Doch was soll die Aktienrente dann? Sie ist ein Symbol, ein Leuchtturmprojekt für Lindners liberale Anhängerschaft, die den Sozialstaat eher für verzichtbar hält. Wie die Riester-Rente und die per Entgeltumwandlung finanzierten Betriebsrenten stützt die Aktienrente allein durch ihre Existenz die These aller Neoliberalen, nach der die gesetzliche Rente alleine keinesfalls eine gute Alterssicherung bieten könne. Ziel der Aktienrente ist damit vor allem eines: die weitere Delegitimierung der gesetzlichen Rente. Doch so etwas können wir aktuell am wenigsten gebrauchen. Und am allerwenigsten brauchen wir eine Aktienrente.

*Ob in den Folgejahren ähnliche Summen folgen, ist noch nicht entschieden.

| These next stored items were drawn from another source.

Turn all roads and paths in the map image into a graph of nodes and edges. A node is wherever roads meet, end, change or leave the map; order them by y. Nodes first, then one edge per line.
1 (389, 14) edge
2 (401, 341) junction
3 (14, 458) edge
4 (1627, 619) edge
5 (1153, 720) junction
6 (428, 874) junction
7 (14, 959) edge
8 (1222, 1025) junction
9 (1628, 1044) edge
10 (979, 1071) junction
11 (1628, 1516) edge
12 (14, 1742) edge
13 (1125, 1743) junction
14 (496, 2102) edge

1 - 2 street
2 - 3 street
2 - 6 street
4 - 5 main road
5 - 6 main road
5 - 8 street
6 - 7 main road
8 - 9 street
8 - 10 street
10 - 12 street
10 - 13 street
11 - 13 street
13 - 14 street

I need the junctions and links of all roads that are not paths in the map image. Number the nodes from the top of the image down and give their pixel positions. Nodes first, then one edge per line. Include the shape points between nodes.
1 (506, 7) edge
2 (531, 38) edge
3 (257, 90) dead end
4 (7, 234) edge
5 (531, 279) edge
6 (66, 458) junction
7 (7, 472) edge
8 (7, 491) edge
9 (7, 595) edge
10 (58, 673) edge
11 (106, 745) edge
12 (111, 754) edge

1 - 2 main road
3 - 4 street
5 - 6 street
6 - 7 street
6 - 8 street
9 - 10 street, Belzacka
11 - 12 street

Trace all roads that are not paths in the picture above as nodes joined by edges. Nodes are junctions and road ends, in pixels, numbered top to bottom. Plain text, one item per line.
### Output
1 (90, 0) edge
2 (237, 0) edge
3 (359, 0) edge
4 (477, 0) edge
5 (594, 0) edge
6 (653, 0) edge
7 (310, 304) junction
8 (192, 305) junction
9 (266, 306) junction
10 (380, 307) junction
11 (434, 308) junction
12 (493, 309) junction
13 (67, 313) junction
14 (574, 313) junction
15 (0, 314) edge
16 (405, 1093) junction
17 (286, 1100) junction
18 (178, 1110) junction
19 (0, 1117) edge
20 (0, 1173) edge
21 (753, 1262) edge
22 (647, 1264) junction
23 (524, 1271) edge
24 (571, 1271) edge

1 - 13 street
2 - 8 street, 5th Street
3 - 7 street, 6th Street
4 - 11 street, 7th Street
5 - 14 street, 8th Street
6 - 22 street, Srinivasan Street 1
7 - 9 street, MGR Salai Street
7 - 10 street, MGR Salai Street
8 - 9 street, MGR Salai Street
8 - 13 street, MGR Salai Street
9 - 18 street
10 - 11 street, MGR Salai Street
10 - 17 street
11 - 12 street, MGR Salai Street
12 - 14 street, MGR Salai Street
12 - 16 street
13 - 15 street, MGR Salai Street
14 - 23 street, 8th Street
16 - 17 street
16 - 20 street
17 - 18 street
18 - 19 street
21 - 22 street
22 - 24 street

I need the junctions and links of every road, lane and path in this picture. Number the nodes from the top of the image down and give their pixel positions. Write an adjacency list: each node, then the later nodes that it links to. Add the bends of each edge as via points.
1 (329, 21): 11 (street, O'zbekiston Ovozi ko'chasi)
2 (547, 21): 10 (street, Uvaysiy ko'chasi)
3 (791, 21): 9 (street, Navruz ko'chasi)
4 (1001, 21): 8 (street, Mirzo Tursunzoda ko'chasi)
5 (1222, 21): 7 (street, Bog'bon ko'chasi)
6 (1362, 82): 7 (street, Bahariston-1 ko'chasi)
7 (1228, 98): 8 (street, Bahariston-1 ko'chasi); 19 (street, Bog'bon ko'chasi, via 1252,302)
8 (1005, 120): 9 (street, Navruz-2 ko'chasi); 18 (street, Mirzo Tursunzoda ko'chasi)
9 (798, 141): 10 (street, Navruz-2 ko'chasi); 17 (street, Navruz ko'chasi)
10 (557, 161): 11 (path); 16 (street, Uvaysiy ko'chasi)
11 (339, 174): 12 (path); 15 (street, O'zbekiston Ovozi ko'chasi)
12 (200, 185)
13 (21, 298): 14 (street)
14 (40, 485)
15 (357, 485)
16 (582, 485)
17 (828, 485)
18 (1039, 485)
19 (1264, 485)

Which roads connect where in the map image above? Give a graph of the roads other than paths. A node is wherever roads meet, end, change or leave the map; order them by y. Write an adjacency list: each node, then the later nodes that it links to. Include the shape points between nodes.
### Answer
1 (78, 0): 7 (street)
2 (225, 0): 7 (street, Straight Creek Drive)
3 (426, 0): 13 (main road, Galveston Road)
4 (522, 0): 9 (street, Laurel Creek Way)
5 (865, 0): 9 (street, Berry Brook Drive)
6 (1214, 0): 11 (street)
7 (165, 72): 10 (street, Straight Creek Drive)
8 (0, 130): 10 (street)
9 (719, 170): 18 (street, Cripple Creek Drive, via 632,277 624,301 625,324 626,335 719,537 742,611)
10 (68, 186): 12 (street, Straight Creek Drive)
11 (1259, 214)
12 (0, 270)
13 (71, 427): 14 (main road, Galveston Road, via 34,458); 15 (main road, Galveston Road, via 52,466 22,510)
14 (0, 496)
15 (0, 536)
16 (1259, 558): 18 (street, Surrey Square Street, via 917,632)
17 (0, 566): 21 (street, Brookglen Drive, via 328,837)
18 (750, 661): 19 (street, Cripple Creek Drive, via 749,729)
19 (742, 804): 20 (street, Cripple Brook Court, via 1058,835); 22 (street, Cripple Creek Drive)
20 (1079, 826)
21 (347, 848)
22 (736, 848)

** Wenn sich das 10 Mrd. Euro schwere Aktieninvestment nach zehn Jahren mit durchschnittlich 8 Prozent rentiert, bleiben – vereinfacht gerechnet - nach Abzug von Finanzierungskosten von 3 Prozent jährlich rund 500 Mio. Euro. Der Rentenetat könnte Mitte der 2030er Jahre bei 500 Mrd. Euro liegen. Die aufsummierten Erträge aus der Aktienrente würden dann 1 Prozent dieses Etats decken. Ab da stünden jährlich sogar nur 500 Mio. Euro zur Verfügung, also nur 0,1 Prozent des künftigen Rentenhaushalts.